UDK 541.15:539
RADIATION METHODS OF WATER PURIFICATION
JABBAROVA L.YU., HAMIDOVA A.S. ,RZAYEV R.S
Institute of Radiation Problems, MSE AR
Abstract. The problem of cleaning waste water from oil and oil products is ofgreat importance both for the protection of water resources from pollution and for the extraction of additional oil resources from oil-containing waters. The dependences of the radiation-chemical yield of heptane decomposition on the initial ratio of components at three significantly different temperatures - I000C, 3000C and 4000C are given. It is evident that with a decrease in the concentration of heptane, the radiation-chemical yields of its decomposition decrease sharply.
Key words: radiation-chemical yields, cleaning waste water, heptane.
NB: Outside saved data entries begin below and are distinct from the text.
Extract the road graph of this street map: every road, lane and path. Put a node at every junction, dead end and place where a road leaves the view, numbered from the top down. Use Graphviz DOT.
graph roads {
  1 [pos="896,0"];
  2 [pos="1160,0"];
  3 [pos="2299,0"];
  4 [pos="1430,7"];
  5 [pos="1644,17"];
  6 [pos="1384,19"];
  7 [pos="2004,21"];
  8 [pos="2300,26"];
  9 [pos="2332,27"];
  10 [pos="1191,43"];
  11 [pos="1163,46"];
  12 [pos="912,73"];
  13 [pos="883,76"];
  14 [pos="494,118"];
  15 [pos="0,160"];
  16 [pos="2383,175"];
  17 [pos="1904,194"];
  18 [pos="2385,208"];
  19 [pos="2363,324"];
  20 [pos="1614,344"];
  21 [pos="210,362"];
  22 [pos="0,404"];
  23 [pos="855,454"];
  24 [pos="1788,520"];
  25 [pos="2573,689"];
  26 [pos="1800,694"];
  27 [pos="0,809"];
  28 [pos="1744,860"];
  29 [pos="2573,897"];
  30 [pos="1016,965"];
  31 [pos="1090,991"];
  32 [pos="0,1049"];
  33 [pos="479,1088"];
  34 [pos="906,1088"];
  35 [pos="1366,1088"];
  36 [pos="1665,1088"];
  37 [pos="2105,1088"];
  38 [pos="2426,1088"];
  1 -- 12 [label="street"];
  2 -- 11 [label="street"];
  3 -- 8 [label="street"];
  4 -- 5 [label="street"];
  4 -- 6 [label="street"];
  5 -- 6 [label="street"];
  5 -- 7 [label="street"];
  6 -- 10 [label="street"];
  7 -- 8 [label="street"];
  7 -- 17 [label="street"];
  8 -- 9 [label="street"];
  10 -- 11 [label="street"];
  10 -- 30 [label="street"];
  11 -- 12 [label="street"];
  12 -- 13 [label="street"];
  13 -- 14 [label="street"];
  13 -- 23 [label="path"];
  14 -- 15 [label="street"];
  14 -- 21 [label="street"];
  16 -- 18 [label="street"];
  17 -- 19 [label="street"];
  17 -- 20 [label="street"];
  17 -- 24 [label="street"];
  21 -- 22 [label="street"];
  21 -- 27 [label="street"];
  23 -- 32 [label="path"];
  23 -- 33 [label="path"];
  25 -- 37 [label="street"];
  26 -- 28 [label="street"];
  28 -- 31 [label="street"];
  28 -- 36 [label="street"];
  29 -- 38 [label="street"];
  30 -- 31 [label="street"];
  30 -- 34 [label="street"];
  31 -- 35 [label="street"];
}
Only on the Absheron Peninsula, as a result of the exploitation of oil fields for 150 years, more than 200 artificial lakes with oil pollution have formed, the concentration of which sometimes exceeds 25 mg/l. With the increase in oil production, the likelihood of its release into the environment as a result of its extraction, preparation, transportation, processing, storage and, finally, use also increases. Currently, there is an intensive search for effective methods of cleaning water from oil pollution. At high oil content, this process is carried out using physical-mechanical, chemical, biological and thermal methods. At oil content in water below 0.5%, it is necessary to use more subtle and selective chemical methods. Among them, radiation-chemical methods are more promising. At present, of all existing methods of wastewater disinfection, the radiation method, namely electron beam treatment, is recognized as the best. In comparison with other types of ionizing radiation sources, a pulsed electron accelerator is cheaper, does not require the disposal of hazardous waste, has good controllability, low radiation hazard, and the ability to "switch off" at any time. The advantage of using an electron beam to solve this problem is the high efficiency of converting electrical energy into beam energy, while the electron beam has an effect on both microorganisms and chemical pollutants.
Another advantage of this method is that it delivers a portion of energy (absorbed dose) in the form of ionizing radiation to the volume of an aqueous solution. This method is virtually reagent-free - it does not change the chemical composition of water, and is much less energy-intensive compared to thermal methods of disinfection - the water is heated by several degrees. At present, chemical technology, which involves either chlorination or ozonation, is widely used to disinfect natural waters. However, chlorination leads to the formation of toxic organochlorine compounds in the disinfected water, and ozonation leads to the formation of both biodegradable organic matter and complex organic compounds. It should also be noted that in recent decades, numerous outbreaks of diseases have been noted in various regions of the planet, associated with the presence of pathogens of parasitic diseases in drinking water, primarily giardiasis and cryptosporidiosis. The destruction of microorganisms using radiation technology is the most effective of all existing technologies, this fact is due to the universality of the damaging effect on any biological objects.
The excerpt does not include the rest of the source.